Dataset excerpts:
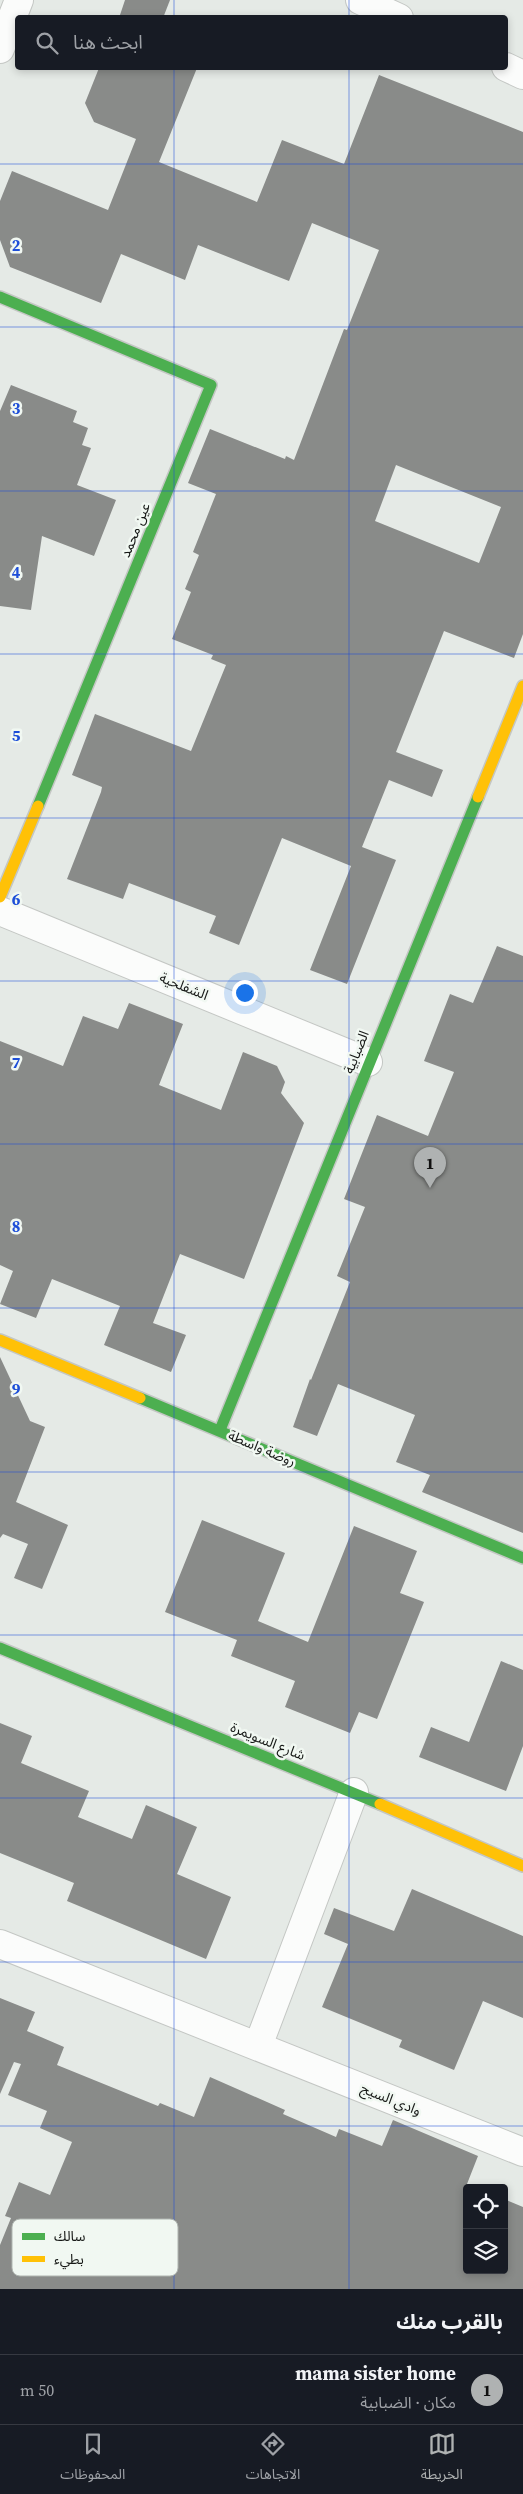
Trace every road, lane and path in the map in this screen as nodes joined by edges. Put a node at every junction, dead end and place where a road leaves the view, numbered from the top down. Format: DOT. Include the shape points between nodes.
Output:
graph roads {
  1 [pos="19,0"];
  2 [pos="360,0"];
  3 [pos="392,15"];
  4 [pos="0,49"];
  5 [pos="508,67"];
  6 [pos="523,74"];
  7 [pos="0,297"];
  8 [pos="523,686"];
  9 [pos="0,897"];
  10 [pos="0,911"];
  11 [pos="368,1062"];
  12 [pos="0,1340"];
  13 [pos="220,1430"];
  14 [pos="523,1558"];
  15 [pos="0,1648"];
  16 [pos="354,1792"];
  17 [pos="523,1866"];
  18 [pos="0,1944"];
  19 [pos="258,2046"];
  20 [pos="523,2152"];
  1 -- 4 [label="street"];
  2 -- 3 [label="street"];
  5 -- 6 [label="street"];
  7 -- 9 [label="street, عين محمد" via="211,385"];
  8 -- 11 [label="street, الضبابية"];
  10 -- 11 [label="street, الشفلحية"];
  11 -- 13 [label="street, الضبابية"];
  12 -- 13 [label="street, روضة واسطة"];
  13 -- 14 [label="street, روضة واسطة"];
  15 -- 16 [label="street, شارع السويمرة"];
  16 -- 17 [label="street, شارع السويمرة"];
  16 -- 19 [label="street"];
  18 -- 19 [label="street, وادي السيج"];
  19 -- 20 [label="street, وادي السيج"];
}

### ASSIGNED TASK
Leave the pictures out and reproduce each record exactly as written.

### PROBLEM SOLUTION
Trace every road, lane and path in the map in this screen as nodes joined by edges. Put a node at every junction, dead end and place where a road leaves the view, numbered from the top down. Format: DOT. Include the shape points between nodes.
Output:
graph roads {
  1 [pos="19,0"];
  2 [pos="360,0"];
  3 [pos="392,15"];
  4 [pos="0,49"];
  5 [pos="508,67"];
  6 [pos="523,74"];
  7 [pos="0,297"];
  8 [pos="523,686"];
  9 [pos="0,897"];
  10 [pos="0,911"];
  11 [pos="368,1062"];
  12 [pos="0,1340"];
  13 [pos="220,1430"];
  14 [pos="523,1558"];
  15 [pos="0,1648"];
  16 [pos="354,1792"];
  17 [pos="523,1866"];
  18 [pos="0,1944"];
  19 [pos="258,2046"];
  20 [pos="523,2152"];
  1 -- 4 [label="street"];
  2 -- 3 [label="street"];
  5 -- 6 [label="street"];
  7 -- 9 [label="street, عين محمد" via="211,385"];
  8 -- 11 [label="street, الضبابية"];
  10 -- 11 [label="street, الشفلحية"];
  11 -- 13 [label="street, الضبابية"];
  12 -- 13 [label="street, روضة واسطة"];
  13 -- 14 [label="street, روضة واسطة"];
  15 -- 16 [label="street, شارع السويمرة"];
  16 -- 17 [label="street, شارع السويمرة"];
  16 -- 19 [label="street"];
  18 -- 19 [label="street, وادي السيج"];
  19 -- 20 [label="street, وادي السيج"];
}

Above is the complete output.